The vast majority of sweeps come with no offers of housing, care, or services. Rather than providing shelter, sweeps often destroy the only shelter people have. In 2022, 82% of the 943 sweeps the city conducted were “obstruction” sweeps, meaning the city didn’t need to give residents any offers of shelter or services. Sweeps thus create a cycle where people are repeatedly forced to move to new areas, all while never getting access to the services they desperately need.
Sweeps inhibit outreach.
Service providers need to maintain contact and build relationships with their clients in order to connect them with housing, treatment, and care. When people are forcibly removed from their homes, service providers lose touch with them and can no longer provide vital resources. This erodes people’s trust in the city, and wastes valuable time and resources.
Sweeps are expensive.
Despite their inefficacy, sweeps are a massive drain on resources. This year, the city budget allotted a whopping $37 million for the Unified Care Team (Seattle’s sweep task force) - a $13.5 million increase from last year. Studies in many other cities reliably show that encampment removal is tremendously costly while doing nothing to alleviate homelessness. This money could go towards providing meaningful services for unhoused people, but it’s instead used to needlessly displace and criminalize them.
Sweeps kill.
Sweeps do not peacefully move people from one place to another - they are violent acts of displacement that separate people from their shelter, community, and belongings. Unhoused people frequently have their property destroyed and stolen during sweeps, which can mean losing life-saving medications, warm clothes, and personal documents needed to access resources. This puts people in an even more vulnerable position that increases their risk of overdose, hospitalization, and death.

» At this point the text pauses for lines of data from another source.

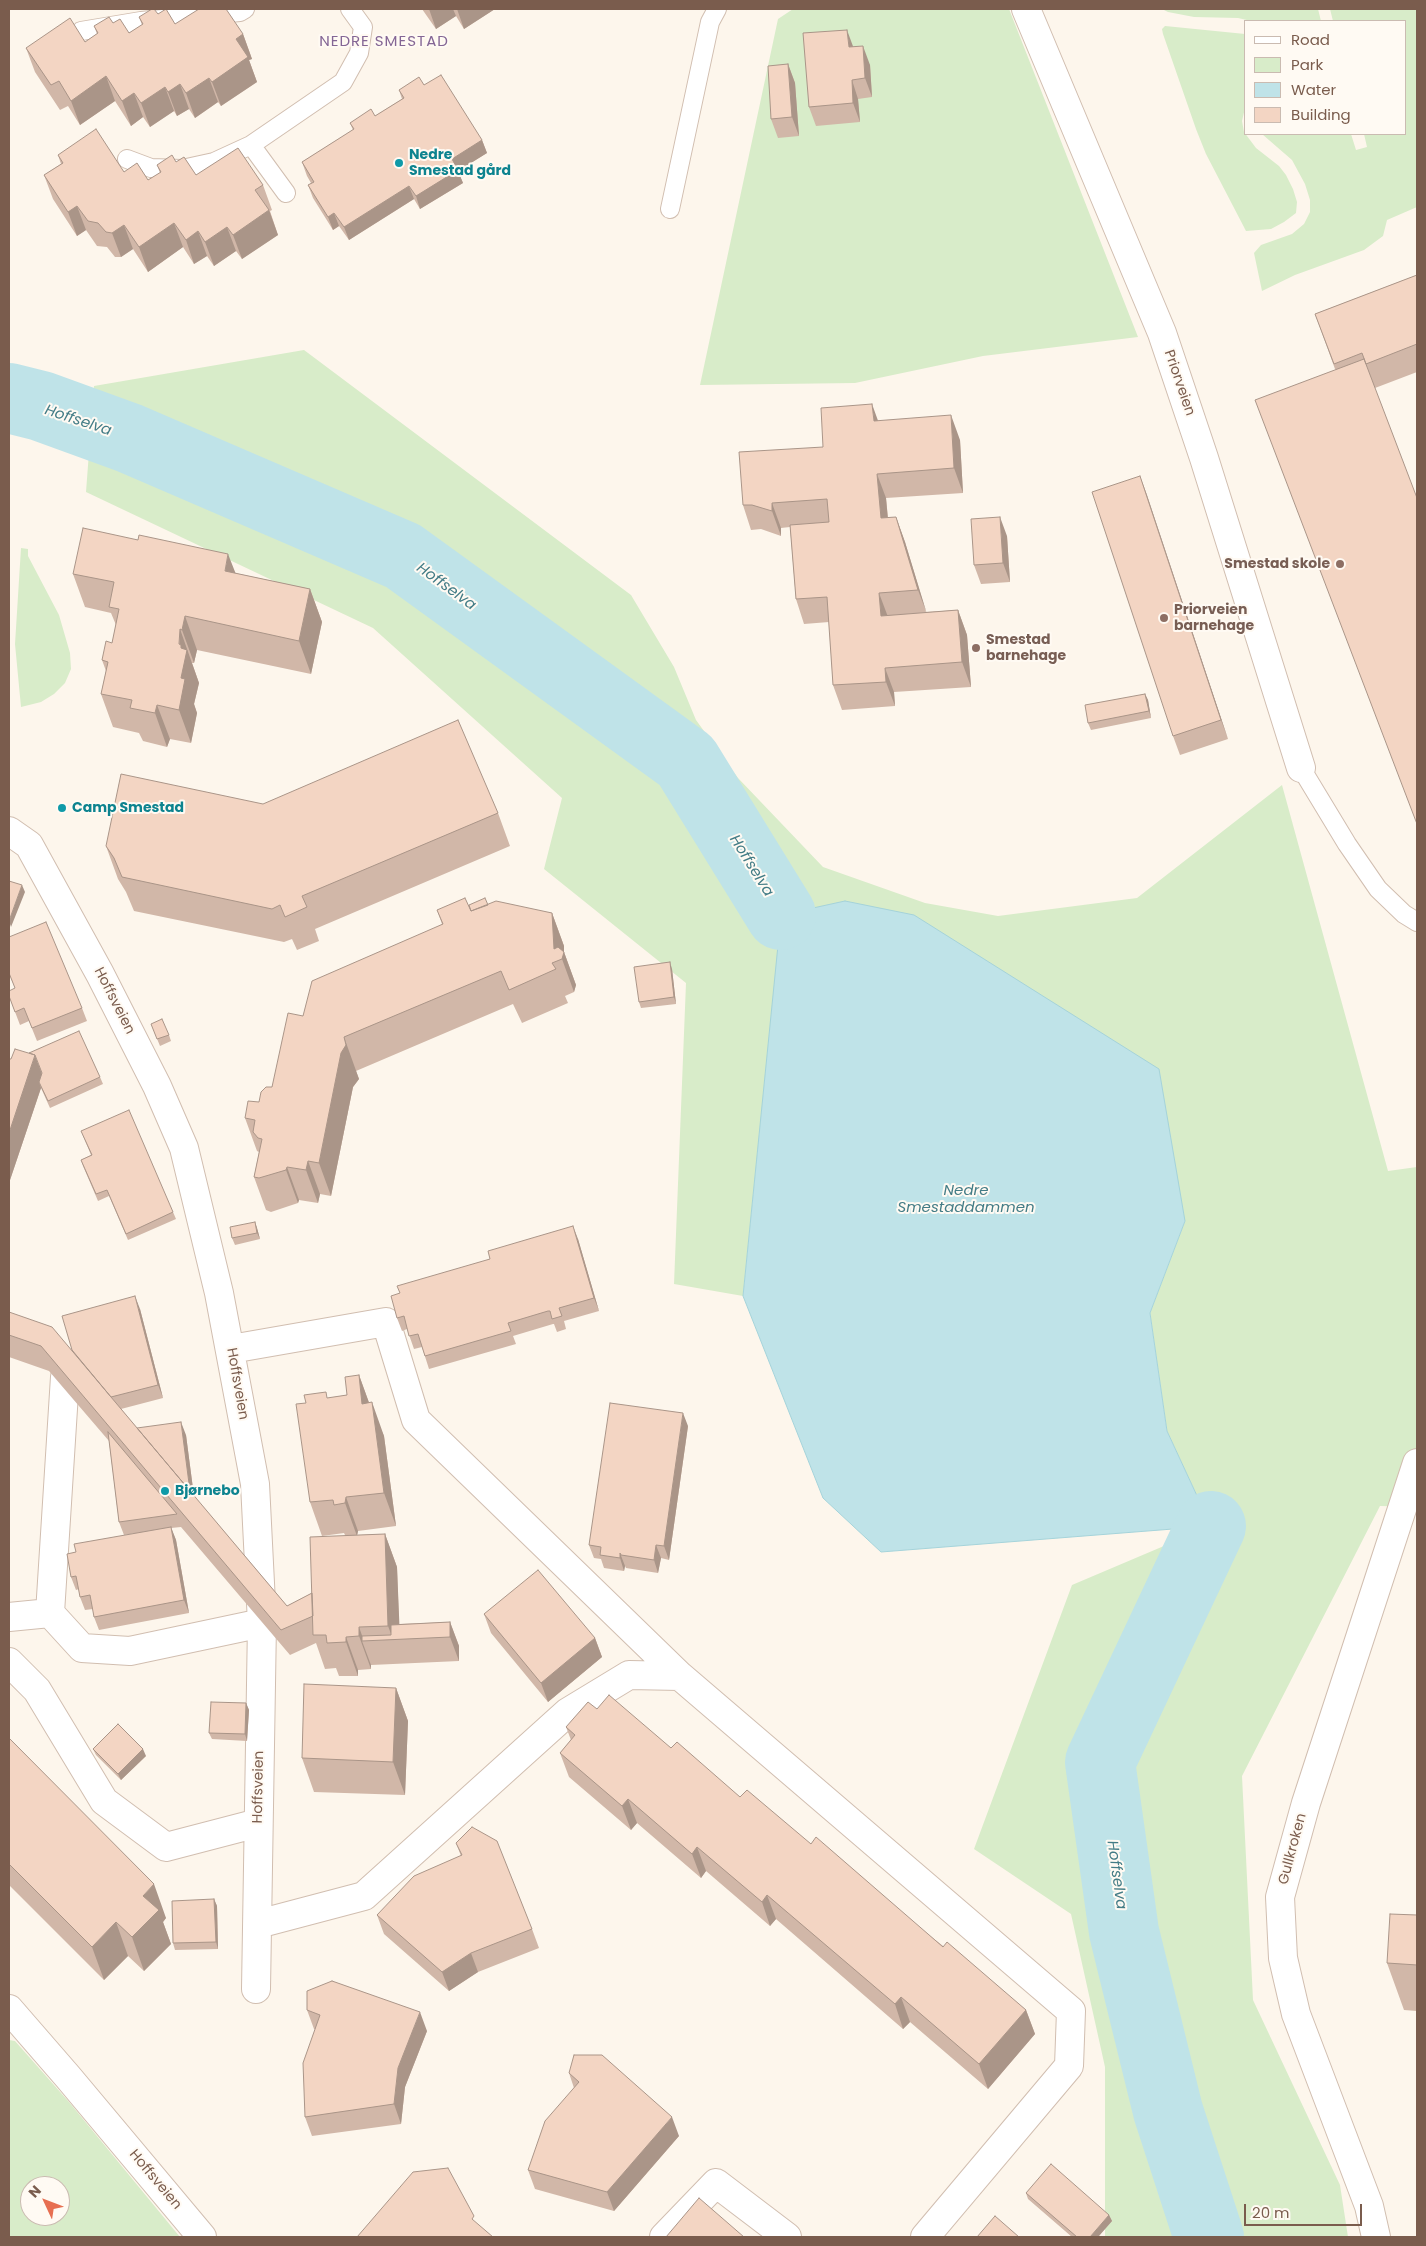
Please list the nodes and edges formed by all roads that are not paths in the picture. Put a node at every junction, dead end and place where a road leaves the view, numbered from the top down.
1 (245, 9) edge
2 (350, 9) edge
3 (717, 9) edge
4 (1026, 9) edge
5 (81, 31) edge
6 (251, 146) junction
7 (127, 159) dead end
8 (286, 193) dead end
9 (670, 209) dead end
10 (1301, 768) joint
11 (9, 831) edge
12 (1417, 922) edge
13 (231, 1349) junction
14 (64, 1377) edge
15 (1417, 1463) edge
16 (50, 1613) junction
17 (9, 1617) edge
18 (262, 1623) junction
19 (9, 1662) edge
20 (680, 1676) junction
21 (258, 1823) junction
22 (258, 1924) junction
23 (256, 1989) dead end
24 (9, 2009) edge
25 (202, 2237) edge
26 (664, 2237) edge
27 (787, 2237) edge
28 (925, 2237) edge
29 (1376, 2237) edge

1 - 5 lane
2 - 6 lane
3 - 9 lane
4 - 10 street, Priorveien
6 - 7 lane
6 - 8 lane
10 - 12 lane
11 - 13 street, Hoffsveien
13 - 18 street, Hoffsveien
13 - 20 street
14 - 16 street
15 - 29 street, Gullkroken
16 - 17 street
16 - 18 street
18 - 21 street, Hoffsveien
19 - 21 street
20 - 22 street
20 - 28 street
21 - 22 street, Hoffsveien
22 - 23 street, Hoffsveien
24 - 25 street, Hoffsveien
26 - 27 street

A recent study showed that sweeps increase hospitalizations and non-fatal overdoses, which are both traumatic for those experiencing them and costly for our emergency service infrastructure. They were also found to contribute to 15-25% of deaths in the unhoused population over a 10-year period.
In 2022, a record-breaking 310 unhoused people died in King County alone. Our city’s policies are actively contributing to these deaths when they should be working to reduce them.
We demand that the City of Seattle begin addressing these issues by banning the most damaging sweeps, which take place during the winter and extreme weather events.